Novamente dados empíricos precisam ser levantados para uma resposta cientificamente
consistente. Mas há de se observar que não foi à toa que o MCMV foi exitoso no sentido de convencer a
população sobre sua importância. Se a participação institucionalizada fosse de fato transformadora, a
sociedade teria se deixado convencer pelo programa? Porque a conformação social se instalou diante do
MCMV?
Mais uma vez é importante recorrer à história. A fragilidade da participação social brasileira se dá
também pela cultura da aceitação fortemente arraigada em meio ao povo do país. A sociedade brasileira é
composta por homens cordiais, como bem pontuou Sérgio Buarque de Holanda. Diante da realização do
sonho da casa própria que o governo pode oportunizar com seus subsídios, quem não se convenceria de
que esta é a melhor alternativa para o problema da habitação no Brasil?
No entanto, caso o processo de participação social institucionalizado fosse de fato educativo, não
haveria alguém a se perguntar até quando esse sonho poderá ser realizado?
Ou: de onde sairá tanto dinheiro para tamanho subsídio? Será possível sanar, de fato, o déficit
habitacional no Brasil? Ou ainda: essa não será mais uma política que servirá de barganha eleitoral no
âmbito local?
Com o MCMV o país parece ter retrocedido em termos de participação social na política
habitacional. Se antes, com o modelo institucionalizado no âmbito da PNH, já era necessário um avanço,
agora é preciso toda uma nova construção social em torno da participação. A realidade brasileira já aponta
para um horizonte em que quanto mais se protela a revisão e a reestruturação desse modelo participativo,
mais se perde no atendimento das demandas reais da sociedade. A sociedade vem, paulatinamente, se
acomodando diante do bom cenário econômico do país. Mas até quando esse cenário será bom?

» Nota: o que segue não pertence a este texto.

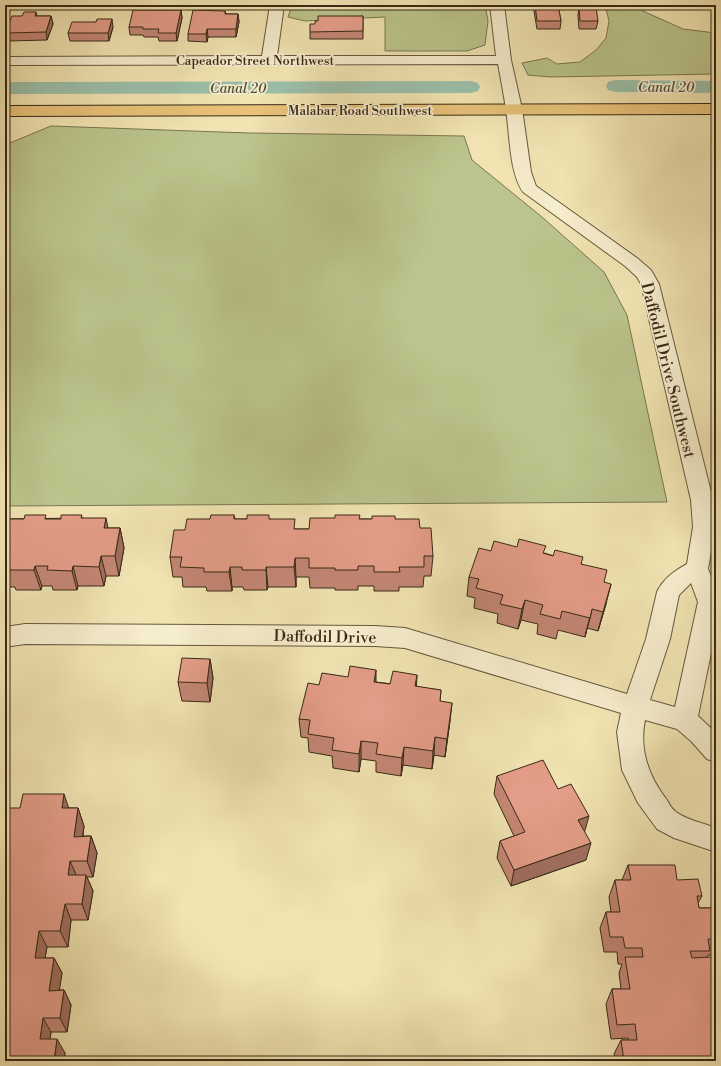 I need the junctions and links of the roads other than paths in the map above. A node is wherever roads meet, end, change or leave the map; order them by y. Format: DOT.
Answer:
graph roads {
  1 [pos="277,5"];
  2 [pos="497,5"];
  3 [pos="269,60"];
  4 [pos="504,60"];
  5 [pos="5,61"];
  6 [pos="716,109"];
  7 [pos="514,110"];
  8 [pos="5,111"];
  9 [pos="697,569"];
  10 [pos="5,637"];
  11 [pos="635,707"];
  12 [pos="685,720"];
  13 [pos="716,751"];
  14 [pos="716,840"];
  1 -- 3 [label="street"];
  2 -- 4 [label="street, Daffodil Drive Southwest"];
  3 -- 4 [label="street, Capeador Street Northwest"];
  3 -- 5 [label="street, Capeador Street Northwest"];
  4 -- 7 [label="street, Daffodil Drive Southwest"];
  6 -- 7 [label="main road, Malabar Road Southwest"];
  7 -- 8 [label="main road, Malabar Road Southwest"];
  7 -- 9 [label="street, Daffodil Drive Southwest"];
  9 -- 11 [label="street"];
  9 -- 12 [label="street"];
  10 -- 11 [label="street, Daffodil Drive"];
  11 -- 12 [label="street, Daffodil Drive"];
  11 -- 14 [label="street"];
  12 -- 13 [label="street, Daffodil Drive"];
} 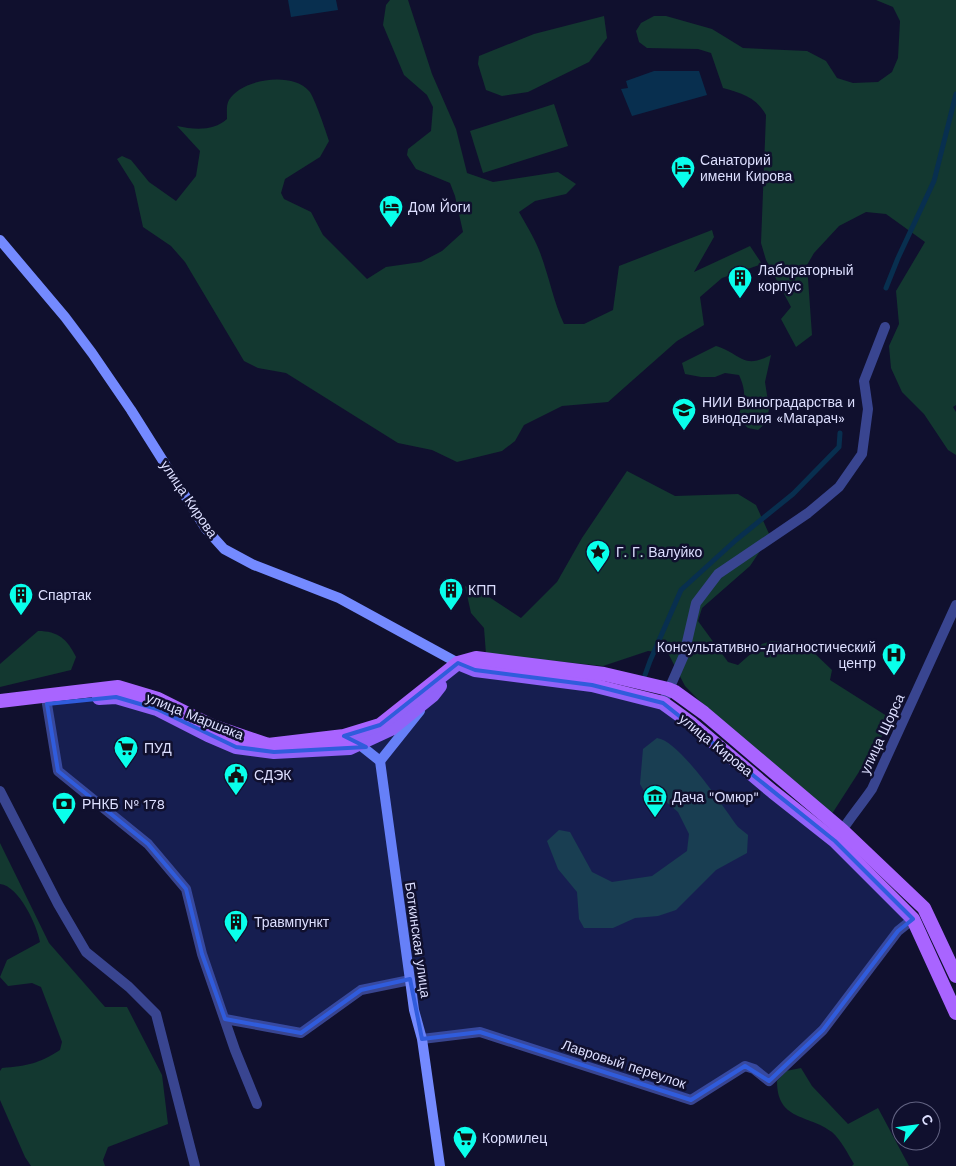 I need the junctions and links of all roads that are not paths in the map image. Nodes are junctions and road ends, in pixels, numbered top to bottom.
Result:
1 (0, 240) edge
2 (885, 327) dead end
3 (956, 605) edge
4 (458, 663) junction
5 (433, 695) junction
6 (665, 696) junction
7 (0, 701) edge
8 (47, 704) junction
9 (0, 711) edge
10 (344, 736) junction
11 (360, 744) junction
12 (380, 761) junction
13 (0, 792) edge
14 (838, 835) junction
15 (913, 919) junction
16 (956, 976) edge
17 (410, 980) junction
18 (956, 1013) edge
19 (224, 1019) junction
20 (422, 1039) junction
21 (257, 1104) dead end
22 (195, 1166) edge
23 (440, 1166) edge

1 - 4 main road, улица Кирова
2 - 6 street
3 - 14 street, улица Щорса
4 - 5 main road, улица Маршака
4 - 6 main road, улица Кирова
4 - 10 main road, улица Маршака
5 - 11 main road, улица Маршака
5 - 12 main road
6 - 14 main road, улица Кирова
7 - 10 main road, улица Маршака
8 - 9 main road, улица Маршака
8 - 11 main road, улица Маршака
8 - 19 street
10 - 11 main road
11 - 12 main road
12 - 17 main road, Боткинская улица
13 - 22 street
14 - 15 main road, улица Кирова
14 - 16 main road, улица Кирова
15 - 18 main road, улица Кирова
15 - 20 street, Лавровый переулок
17 - 19 street
17 - 20 main road, Боткинская улица
19 - 21 street
20 - 23 main road, Боткинская улица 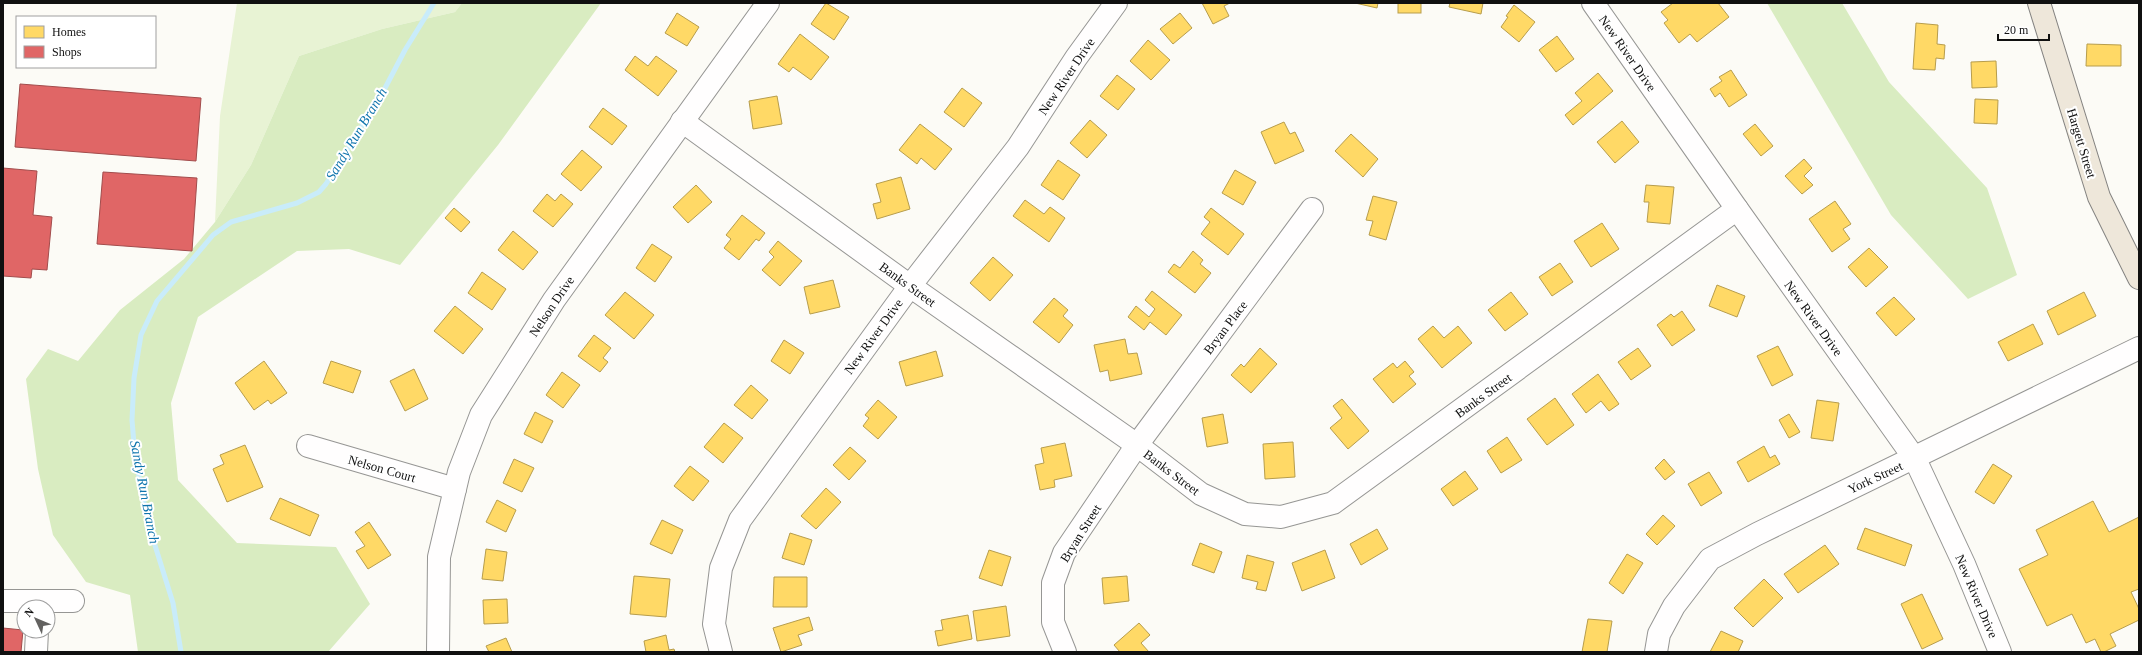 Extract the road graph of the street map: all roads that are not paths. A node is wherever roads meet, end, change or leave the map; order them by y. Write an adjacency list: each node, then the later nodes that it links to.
1 (768, 3): 5 (street, Nelson Drive)
2 (1116, 3): 9 (street, New River Drive)
3 (1593, 3): 7 (street, New River Drive)
4 (2039, 3): 8 (main road, Hargett Street)
5 (682, 120): 9 (street, Banks Street); 14 (street, Nelson Drive)
6 (1312, 209): 11 (street, Bryan Place)
7 (1737, 209): 11 (street, Banks Street); 13 (street, New River Drive)
8 (2139, 278)
9 (910, 286): 11 (street, Banks Street); 22 (street, New River Drive)
10 (2139, 348): 13 (street, York Street)
11 (1137, 445): 23 (street, Bryan Street)
12 (308, 446): 14 (street, Nelson Court)
13 (1915, 459): 24 (street, York Street); 25 (street, New River Drive)
14 (455, 489): 21 (street, Nelson Drive)
15 (3, 601): 17 (street)
16 (73, 601): 18 (street)
17 (16, 602)
18 (56, 602)
19 (37, 639): 20 (street)
20 (36, 652)
21 (438, 652)
22 (720, 652)
23 (1065, 652)
24 (1656, 652)
25 (2000, 652) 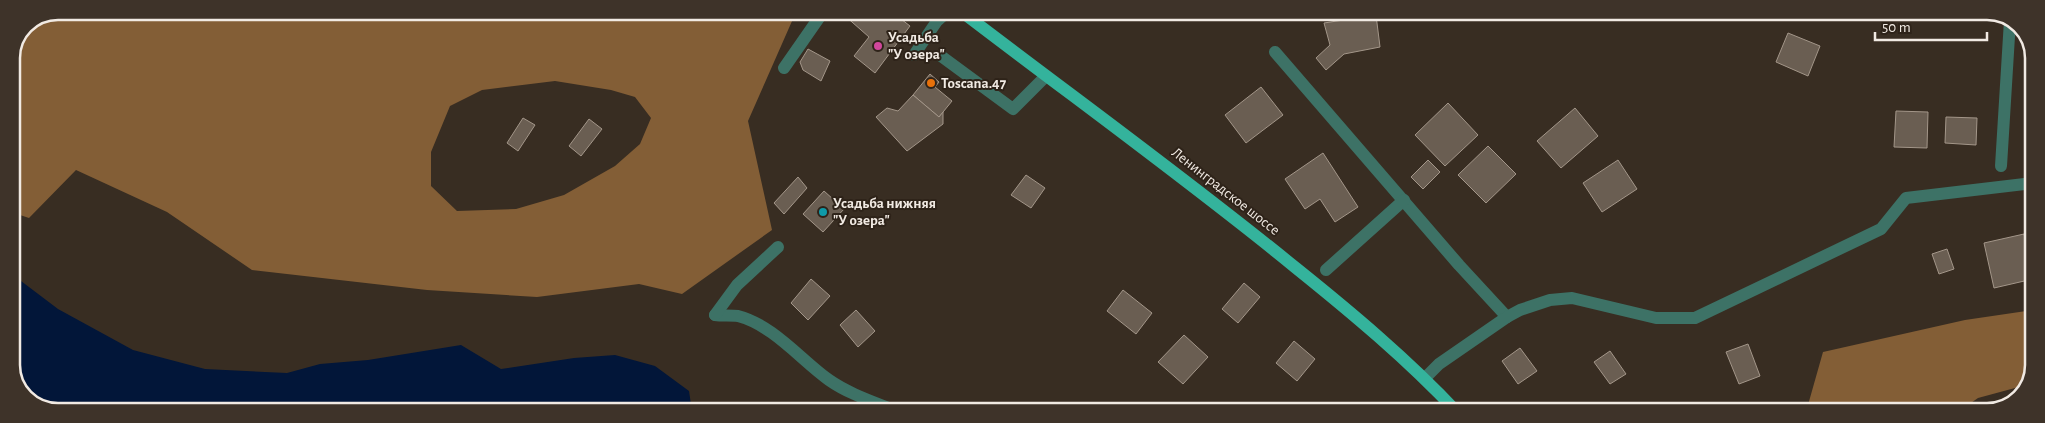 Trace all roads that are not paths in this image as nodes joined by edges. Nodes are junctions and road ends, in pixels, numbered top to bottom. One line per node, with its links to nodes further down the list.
1 (817, 20): 8 (street)
2 (938, 20): 6 (street)
3 (972, 20): 9 (main road, Ленинградское шоссе)
4 (2010, 28): 10 (street)
5 (1275, 52): 12 (street)
6 (914, 54)
7 (941, 56): 9 (street)
8 (784, 68)
9 (1046, 76): 16 (main road, Ленинградское шоссе)
10 (2001, 166)
11 (2025, 184): 15 (street)
12 (1404, 200): 14 (street); 15 (street)
13 (778, 247): 17 (street)
14 (1326, 270)
15 (1507, 317): 16 (street)
16 (1425, 378): 18 (main road, Ленинградское шоссе)
17 (877, 403)
18 (1449, 403)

Nesse âmbito, a razão maior da reflexão aqui empreendida é a formulação de aportes teóricos para
traçar novas propostas de modelos participativos num contexto de “democracia de proximidade” (grifo
15
nosso), no qual o Estado se desloque ao cidadão e não somente aos interesses do mercado, de modo que
as instâncias participativas sejam efetivamente constituídas de forma articulada com os interesses da
sociedade.
No caso do programa Minha Casa, Minha Vida, a presença do mercado imobiliário deve ser
pautada pela regulação do Estado, mas também, e principalmente, pelo controle social coletivo por parte
do público alvo interessado, sobretudo o de baixa renda, para quem o Programa tem agido com omissão
— considerando que o atendimento ao déficit habitacional para as famílias do segmento de 0 a 3 salários
mínimos (SM) é o menos contemplado, com apenas 8% de seu déficit atendido, contra 70% do segmento
de 3 a 10 SM (ARANTES e FIX, 2011, p. 4). O monitoramento da sociedade deve, portanto, ocorrer da
Prefeitura ao Governo Federal, do planejamento da obra ao trabalho social pós-entrega, passando,
inclusive, pelo momento da construção das casas.
Isso, contudo, reflete a necessidade de um processo de reeducação da sociedade que a faça “ir às
ruas” novamente para “fazer valer” os seus direitos. A sociedade brasileira parece “acomodar-se” diante
da possibilidade “fácil” de conseguir a casa própria e esquece que o escopo das conquistas sociais é mais
amplo e requer novas posturas diante do mundo em que se vive hoje. A participação social deve ensejar
um processo educativo, emancipatório, universalizante e transformador, processo esse que, pelo menos no
modelo participativo brasileiro, institucionalizado pela Constituição de 88, se apresenta frágil, face à
sobressalência dos interesses do mercado.